Alright, back to cars. Why do so many people nowadays have to drive with tinted windows? Are they movie stars? Drug dealers? Both? Who are they hiding from? The paparazzi? The taxman? Panhandlers on street corners? Hitmen? And why are they trying so hard to look like they’re above everyone else? What’s with the self-removal from the human race? That’s what email, voice-mail and cell phones are for, right? To avoid us.
OK, Facebook. Oy, where do you start? That great Talmudic sage of our times, Betty White, had it right – what a “colossal waste of time”! Sorry but I don’t need to read all about your colonoscopy today. Or see that dopey photo of Jacques, your 9-year-old Rottweiler, in a mauve tutu.
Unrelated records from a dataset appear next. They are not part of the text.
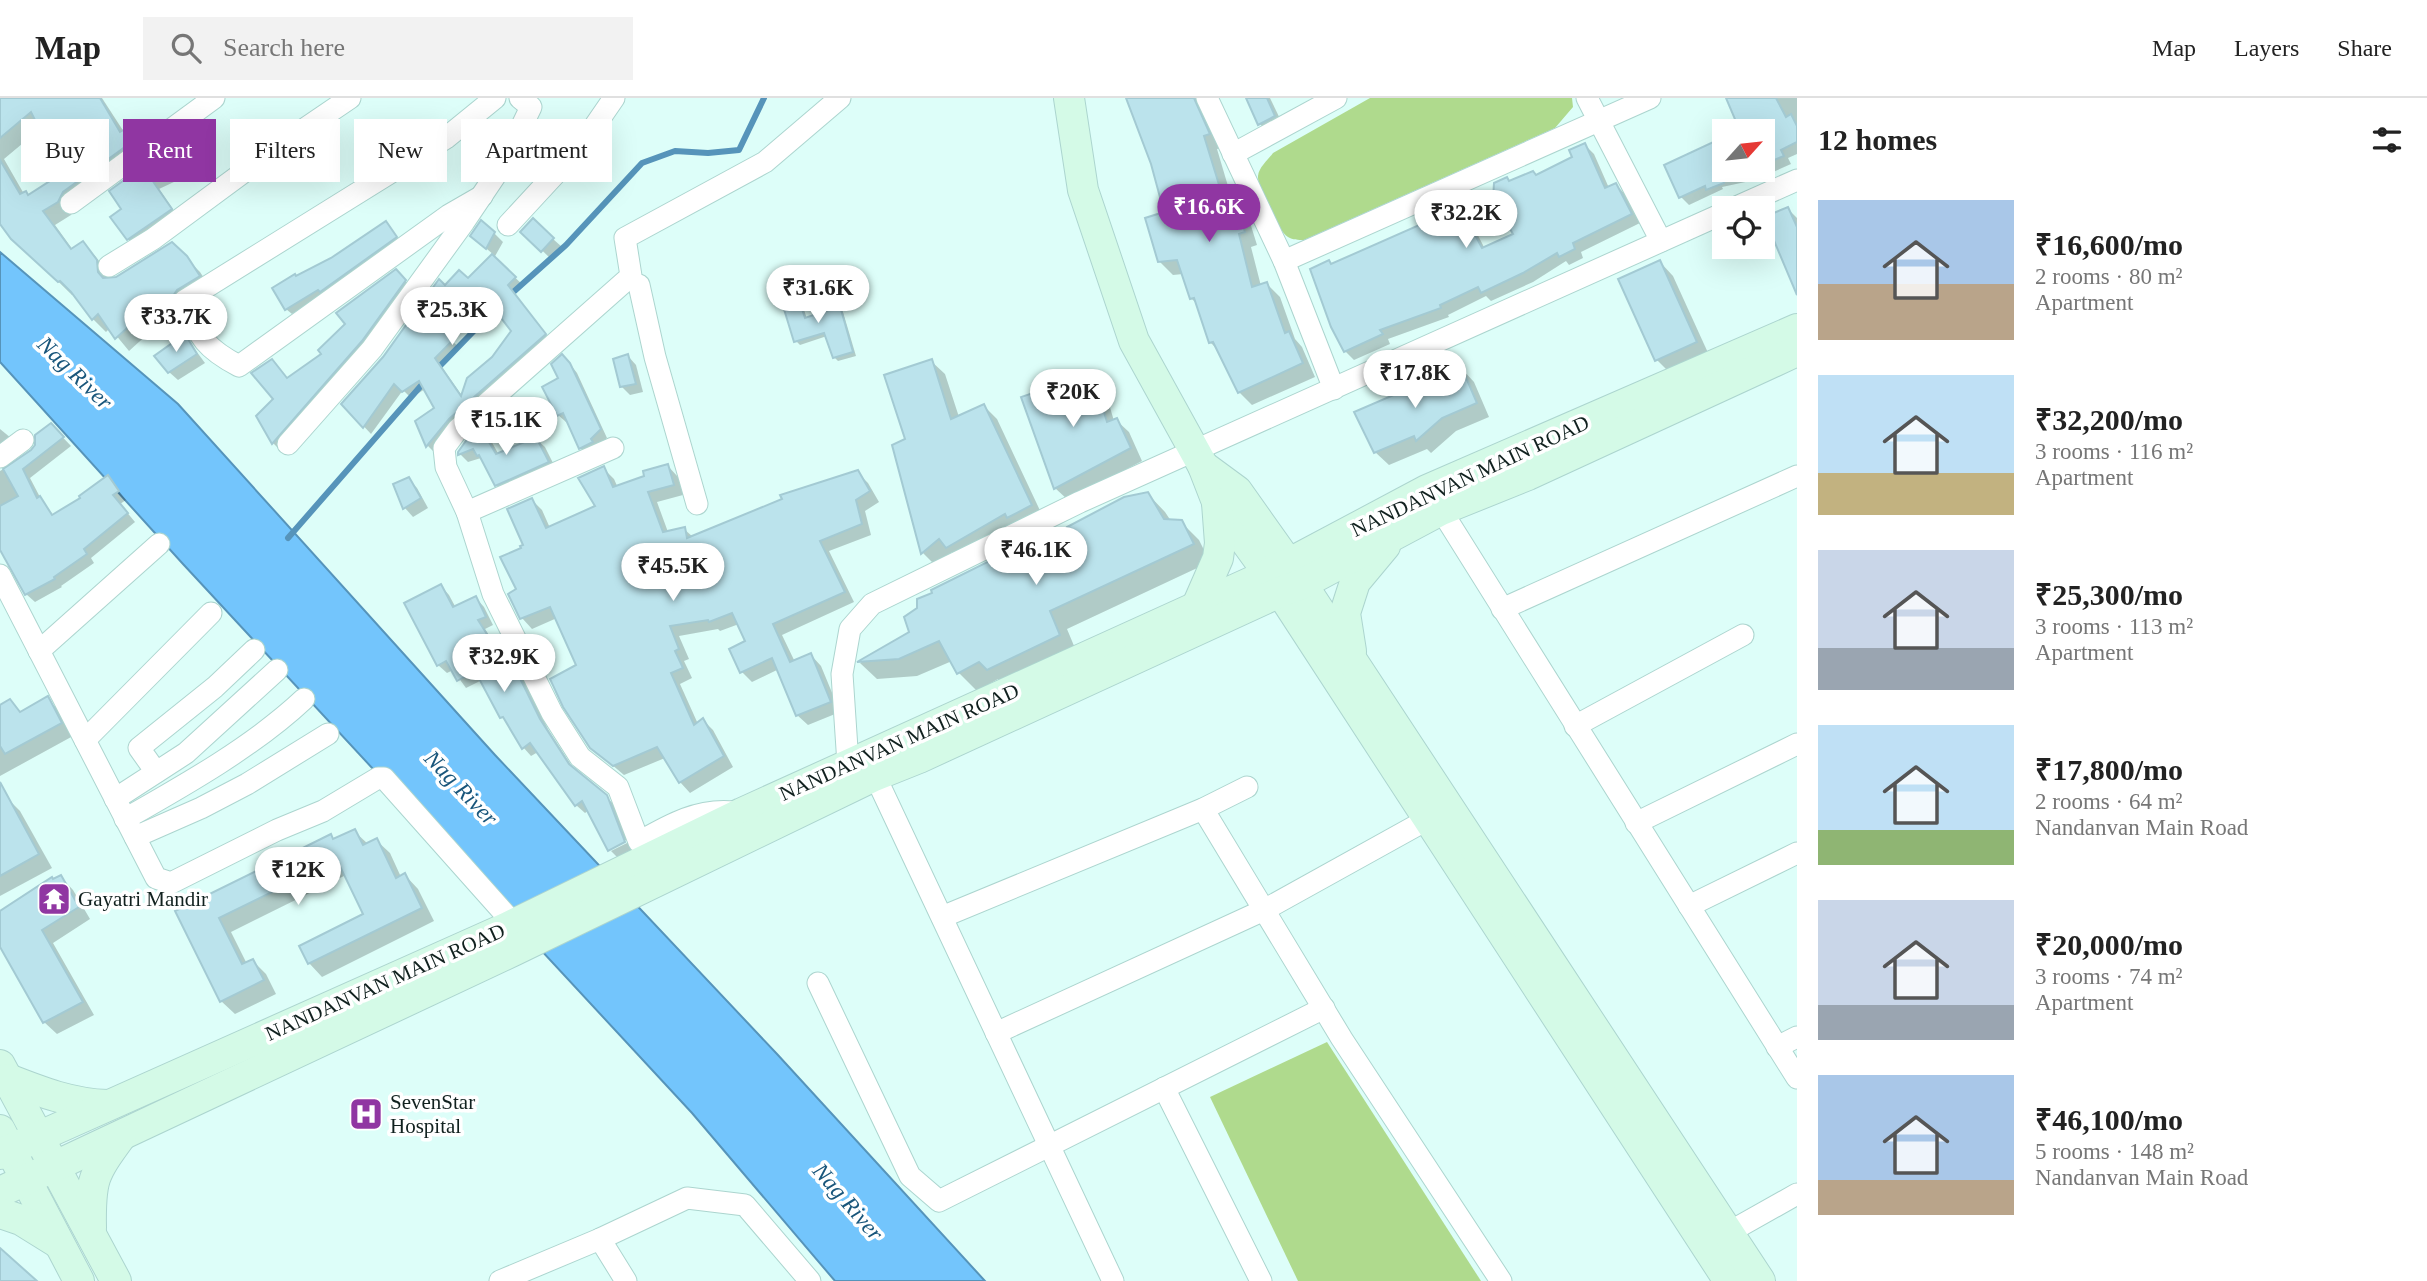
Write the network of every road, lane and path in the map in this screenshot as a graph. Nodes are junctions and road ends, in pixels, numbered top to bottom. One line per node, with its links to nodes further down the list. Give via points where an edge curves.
1 (214, 98): 17 (street)
2 (350, 98): 22 (street)
3 (495, 98): 15 (street, via 446,138 184,301 199,335 215,353 239,366)
4 (520, 98): 15 (street, via 531,107)
5 (614, 98): 19 (street, via 581,146)
6 (840, 98): 36 (street, via 765,162 625,238 631,276 458,429 444,448 446,467)
7 (1069, 98): 31 (main road, via 1083,190 1134,341)
8 (1206, 98): 13 (street)
9 (1336, 98): 13 (street)
10 (1587, 98): 12 (street)
11 (1650, 98): 12 (street)
12 (1600, 121): 20 (street); 21 (street)
13 (1233, 154): 21 (street)
14 (1797, 180): 16 (street)
15 (482, 196): 28 (street, via 372,349)
16 (1761, 196)
17 (71, 203)
18 (1712, 218): 20 (street)
19 (508, 225)
20 (1661, 241): 26 (street)
21 (1284, 261): 26 (street)
22 (109, 266)
23 (639, 285): 34 (street)
24 (1797, 329): 40 (main road, NANDANVAN MAIN ROAD, via 1427,490)
25 (1797, 351): 35 (main road, via 1528,475)
26 (1334, 389): 31 (street)
27 (23, 440): 30 (street)
28 (288, 444)
29 (613, 448): 36 (street)
30 (0, 457)
31 (1199, 459): 33 (main road); 40 (main road, via 1237,491); 54 (street, via 1080,502 872,604 850,629 842,674)
32 (1797, 476): 42 (street)
33 (1217, 502): 40 (main road); 41 (main road, via 1218,558)
34 (697, 504)
35 (1441, 510): 37 (main road); 42 (street)
36 (467, 512): 59 (street, via 493,594 551,712 580,757 618,787 639,842 689,816)
37 (1394, 535): 40 (main road); 47 (main road, via 1355,582 1345,613)
38 (159, 544): 46 (street)
39 (0, 575): 46 (street)
40 (1285, 578): 41 (main road, NANDANVAN MAIN ROAD); 47 (main road); 54 (main road, via 1086,683 919,758); 60 (main road)
41 (1197, 606): 54 (main road, NANDANVAN MAIN ROAD)
42 (1502, 610): 50 (street)
43 (211, 612): 52 (street)
44 (1743, 635): 50 (street)
45 (254, 650): 55 (street, via 139,748)
46 (39, 651): 52 (street)
47 (1352, 661): 60 (main road)
48 (277, 670): 55 (street, via 186,753)
49 (304, 699): 61 (street, via 281,721)
50 (1575, 726): 62 (street)
51 (328, 734): 63 (street, via 247,784)
52 (85, 740): 57 (street)
53 (1797, 744): 62 (street)
54 (863, 766): 59 (main road, NANDANVAN MAIN ROAD); 65 (main road); 68 (street)
55 (156, 772): 57 (street)
56 (1247, 787): 58 (street)
57 (115, 799): 61 (street)
58 (1203, 809): 67 (street); 68 (street)
59 (742, 813): 65 (main road, NANDANVAN MAIN ROAD)
60 (1438, 814): 67 (street); 90 (main road)
61 (125, 818): 63 (street)
62 (1636, 823): 66 (street)
63 (135, 838): 69 (street, via 156,878 171,883 384,778)
64 (1797, 853): 66 (street)
65 (633, 878): 69 (main road, NANDANVAN MAIN ROAD)
66 (1689, 906): 74 (street)
67 (1264, 910): 71 (street); 72 (street)
68 (942, 917): 72 (street)
69 (511, 934): 78 (main road, NANDANVAN MAIN ROAD); 79 (main road)
70 (818, 983): 82 (street, via 910,1176 939,1201)
71 (1324, 1008): 77 (street); 100 (street)
72 (996, 1033): 82 (street)
73 (1797, 1037): 74 (street)
74 (1777, 1047): 76 (street)
75 (4, 1072): 78 (main road, via 81,1104); 80 (main road)
76 (1797, 1078)
77 (1164, 1088): 82 (street); 99 (street)
78 (108, 1105): 80 (main road, NANDANVAN MAIN ROAD)
79 (123, 1133): 83 (main road); 88 (main road, via 91,1184)
80 (38, 1136): 81 (main road, NANDANVAN MAIN ROAD); 83 (main road)
81 (3, 1144): 84 (main road)
82 (1049, 1145): 98 (street)
83 (55, 1166): 84 (main road); 88 (main road)
84 (26, 1179): 85 (main road); 91 (main road)
85 (0, 1192)
86 (1797, 1194): 90 (street)
87 (0, 1213): 91 (main road, via 46,1233)
88 (91, 1233): 94 (main road)
89 (600, 1239): 92 (street); 96 (street); 97 (street, via 687,1198 745,1205)
90 (1717, 1239): 101 (main road); 102 (main road)
91 (61, 1245): 93 (main road)
92 (533, 1275): 95 (street)
93 (79, 1281)
94 (116, 1281)
95 (500, 1281)
96 (626, 1281)
97 (810, 1281)
98 (1113, 1281)
99 (1261, 1281)
100 (1501, 1281)
101 (1729, 1281)
102 (1760, 1281)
Next: people who seem to go on vacation every month of the year. Good vacations, too, not just day trips. Paris, safaris in Kenya, Prague, Monte Carlo, etc. We’re not talking northeastern Jersey here. Do these people have unlimited access to trust funds? Is there scholarship money available for going on cool vacations regularly? Where do I sign up?
Alright, one more curmudgeonly outburst – people who insist on sending holiday cards bearing their kids’ photos. Yes, the kids are cute, but do we really need to show off our children like prized bovines at the state fair? The worst ones are the photo holiday cards from Jews that either proclaim “Seasons Greetings” or “Happy Hanukkah.” Talk about Christmas envy - just throw in a crèche scene in the background and call it a day.
Well, I’m out for now. If you’ve got any pet peeves for the new year (and no, they can’t be about kvetchy, whiny, self-important bloggers), please share ‘em with me. Misery loves company, you know?